Yoshiko Arakaki said her face got longer and longer the closer they got to her American husband’s home in northern Louisiana. Trees everywhere. It looked to her like they were going to live in the woods. They settled in a small town and had six children. Then one day her husband did not return from hunting.

Making Herself Clear (5:59)

Reiko Van Gelder

Reiko Teshima got a job as a telephone operator for the Americans, learning how to say “Number please,” and “Have you finished, Sir?” And that’s how she met John Van Gelder of Bath, N.Y. Today she believes that her problems with the English language made her seem more critical than she intended. She and her daughter Susan talk about language and relationships.

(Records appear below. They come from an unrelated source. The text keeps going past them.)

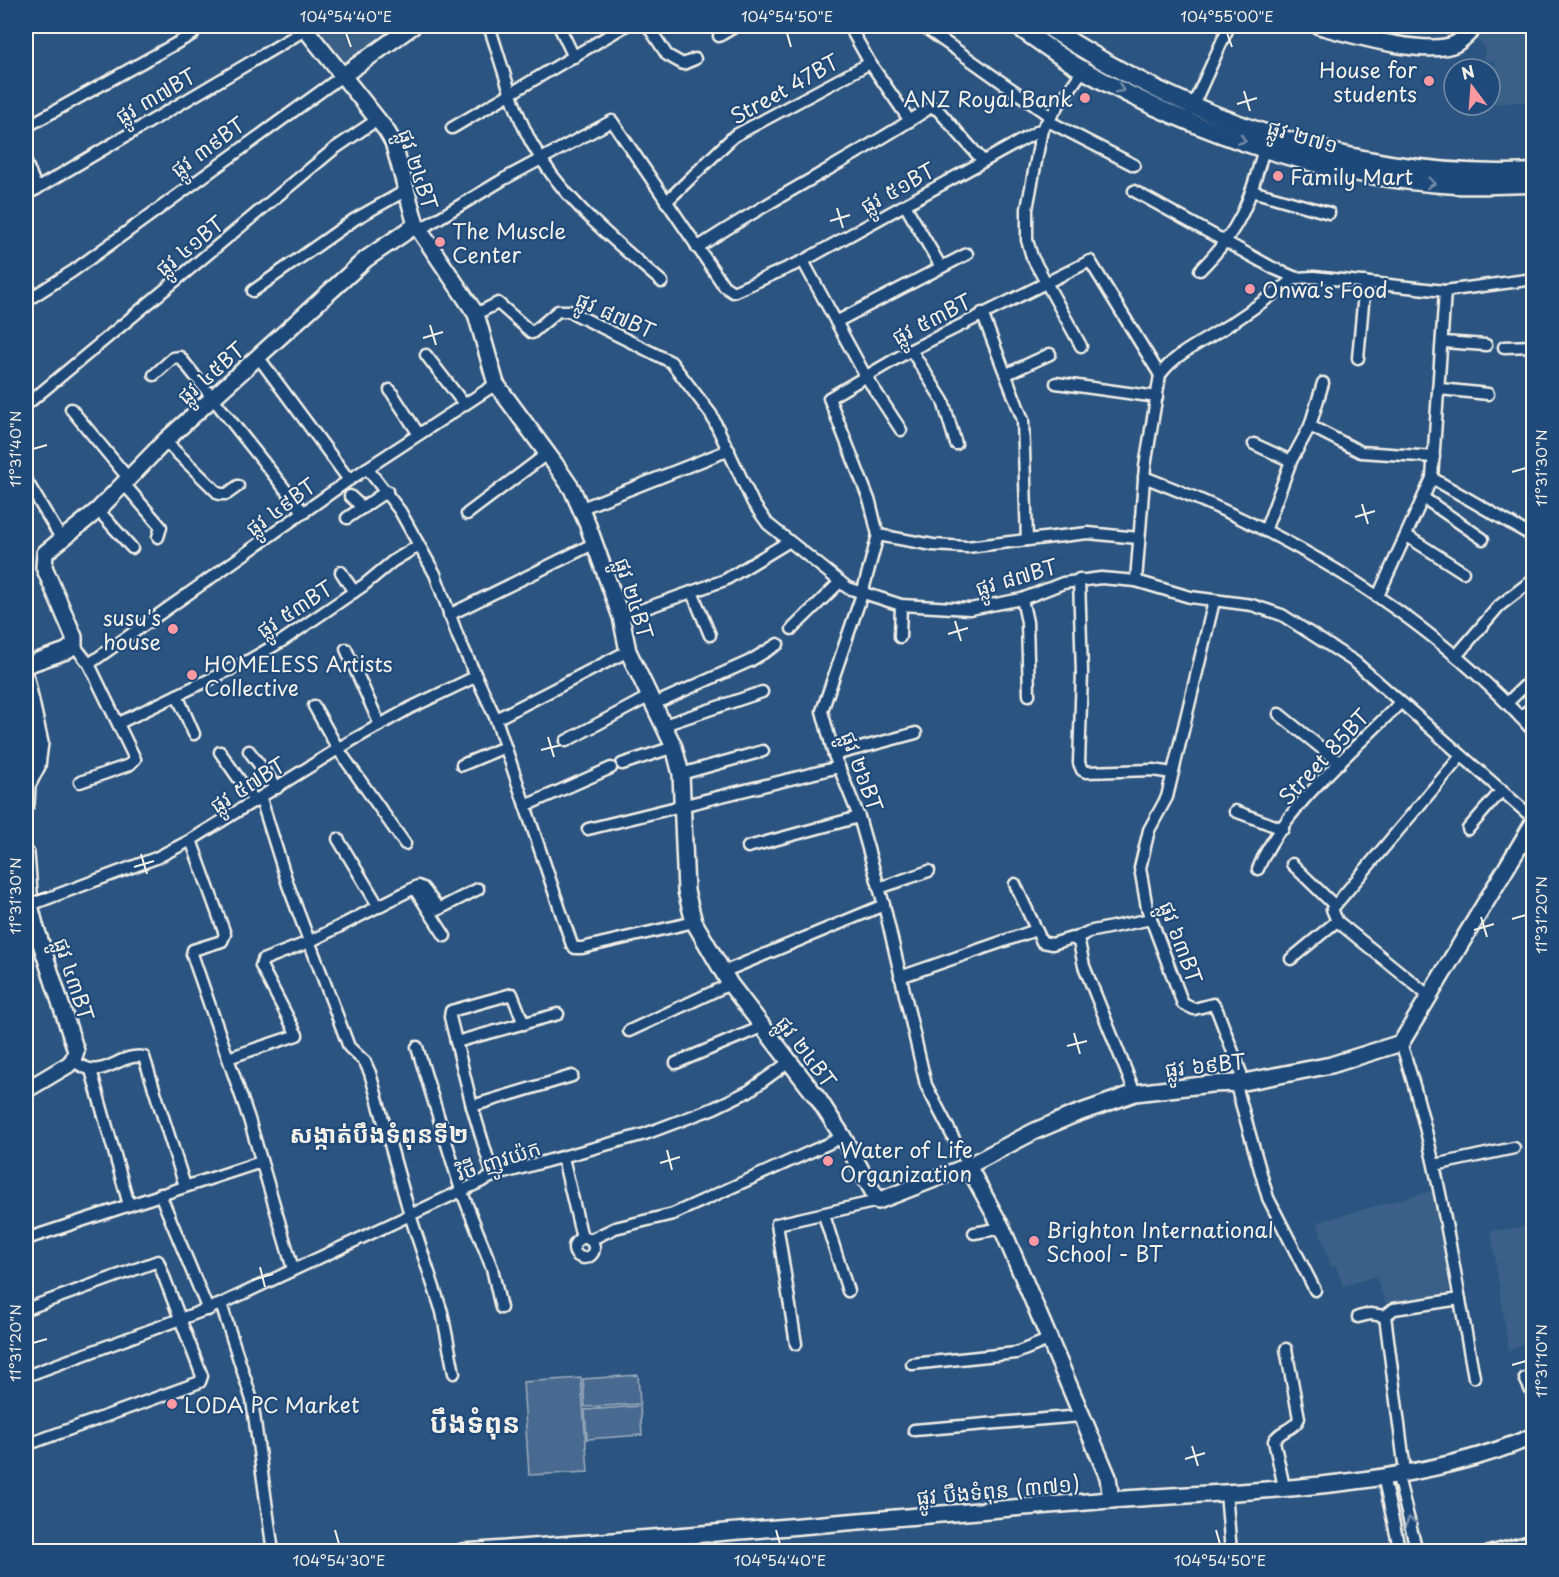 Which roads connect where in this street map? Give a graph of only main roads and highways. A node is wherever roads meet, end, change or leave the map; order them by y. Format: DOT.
graph roads {
  1 [pos="1017,26"];
  2 [pos="1047,26"];
  3 [pos="1190,112"];
  4 [pos="1533,172"];
  5 [pos="1533,184"];
  1 -- 3 [label="main road, ផ្លូវ ២៧១, one-way"];
  2 -- 3 [label="main road, ផ្លូវ ២៧១"];
  3 -- 4 [label="main road, ផ្លូវ ២៧១"];
  3 -- 5 [label="main road, ផ្លូវ ២៧១, one-way"];
} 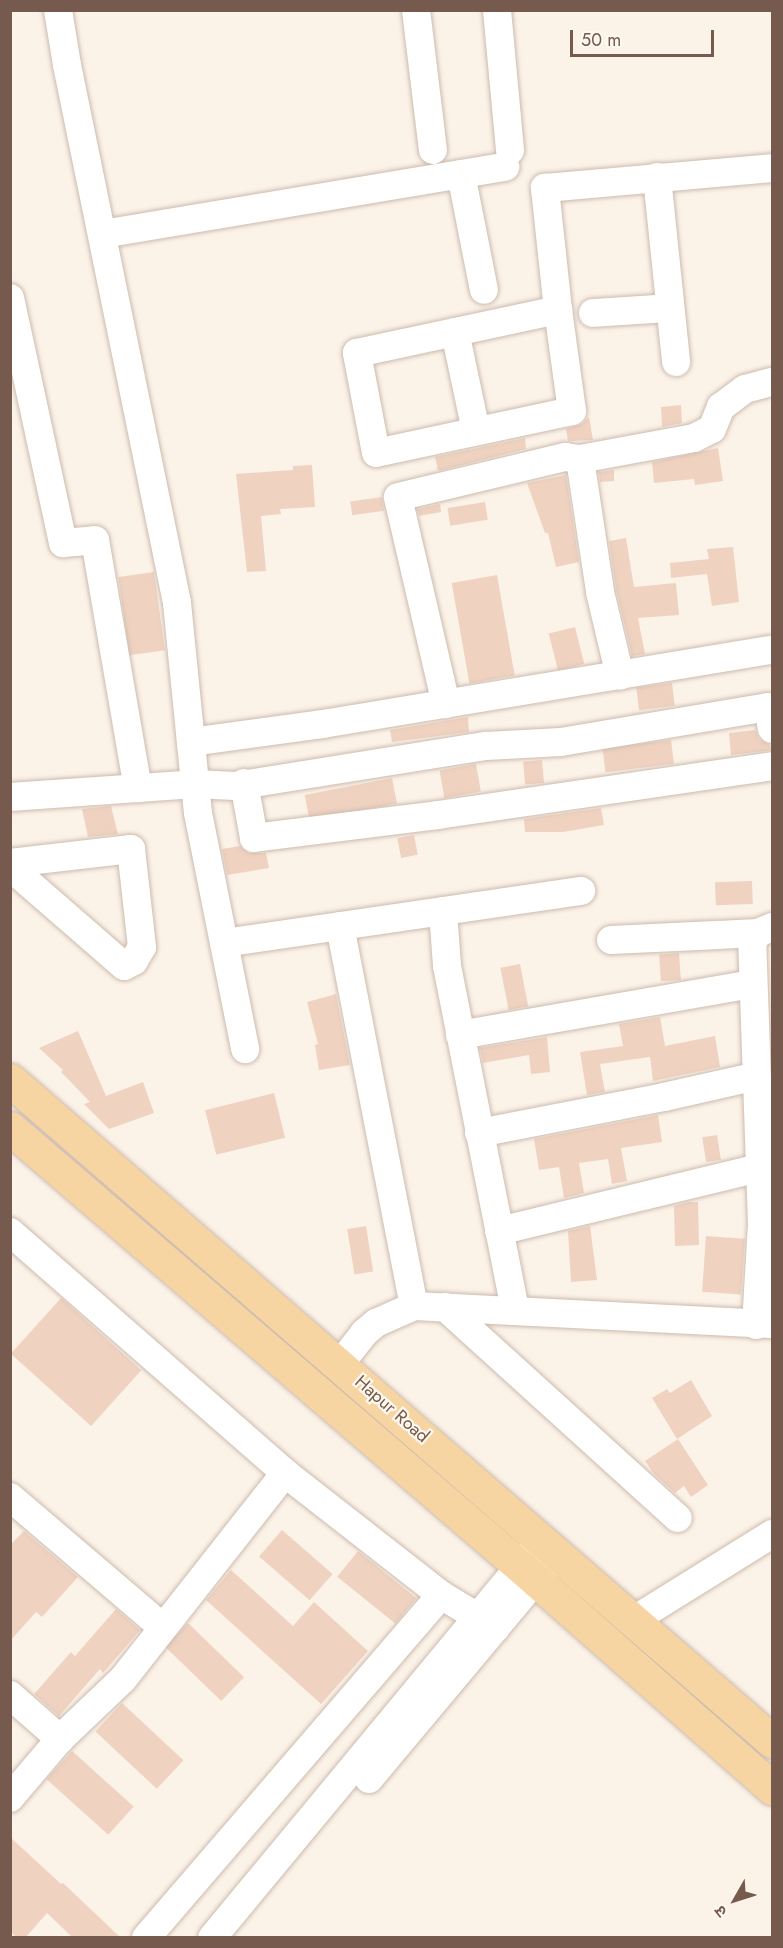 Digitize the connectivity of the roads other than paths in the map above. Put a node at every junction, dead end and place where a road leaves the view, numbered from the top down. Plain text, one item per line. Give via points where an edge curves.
1 (58, 10) edge
2 (416, 10) edge
3 (497, 10) edge
4 (432, 150) dead end
5 (772, 168) edge
6 (461, 174) junction
7 (657, 177) junction
8 (103, 234) junction
9 (484, 290) dead end
10 (10, 298) edge
11 (670, 308) junction
12 (558, 310) junction
13 (593, 313) dead end
14 (455, 332) junction
15 (676, 362) dead end
16 (772, 382) edge
17 (476, 432) junction
18 (580, 459) junction
19 (772, 650) edge
20 (620, 676) junction
21 (446, 704) junction
22 (772, 729) edge
23 (191, 742) junction
24 (772, 766) edge
25 (244, 783) junction
26 (195, 784) junction
27 (138, 788) junction
28 (10, 797) edge
29 (10, 865) edge
30 (581, 891) dead end
31 (442, 911) junction
32 (340, 926) junction
33 (765, 930) edge
34 (611, 940) dead end
35 (224, 943) junction
36 (760, 1001) edge
37 (460, 1035) junction
38 (245, 1048) dead end
39 (756, 1076) junction
40 (10, 1080) edge
41 (10, 1128) edge
42 (479, 1133) junction
43 (760, 1168) junction
44 (499, 1231) junction
45 (10, 1232) edge
46 (414, 1306) junction
47 (445, 1307) junction
48 (515, 1310) junction
49 (764, 1324) edge
50 (340, 1364) junction
51 (285, 1473) junction
52 (10, 1497) edge
53 (678, 1518) dead end
54 (772, 1534) edge
55 (550, 1546) junction
56 (528, 1573) junction
57 (441, 1595) junction
58 (634, 1620) junction
59 (487, 1623) junction
60 (162, 1627) junction
61 (10, 1695) edge
62 (60, 1739) junction
63 (772, 1741) edge
64 (772, 1788) edge
65 (10, 1797) edge
66 (146, 1938) edge
67 (212, 1938) edge
68 (236, 1938) edge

A Blending of Immigrants (6:25)

Hiroko Tokaji and Rudy Granado

During the U.S. Occupation of Japan, the favorite son of a close-knit Mexican-American family married a prominent Japanese family’s only daughter. It was an unlikely match, like so many of those post-war unions. Her grandfather was a Shinto priest. His family were devout Catholics. The ground had to shift under everyone.

Glorified Rice (4:05)

Hiroe Shibata Hosna

Hiroe’s husband grew up on a farm in North Dakota, and that’s where he brought his Japanese bride in 1955. For a girl from Tokyo, it was like another planet.   No people, vast unbroken horizon, the routines of farm life and in-laws who, while initially opposed to their only son marrying a Japanese, welcomed her and tried to make her feel at home. The one thing that Hiroe yearned for, however, was rice. Her husband told his mother, and so at dinner the next day….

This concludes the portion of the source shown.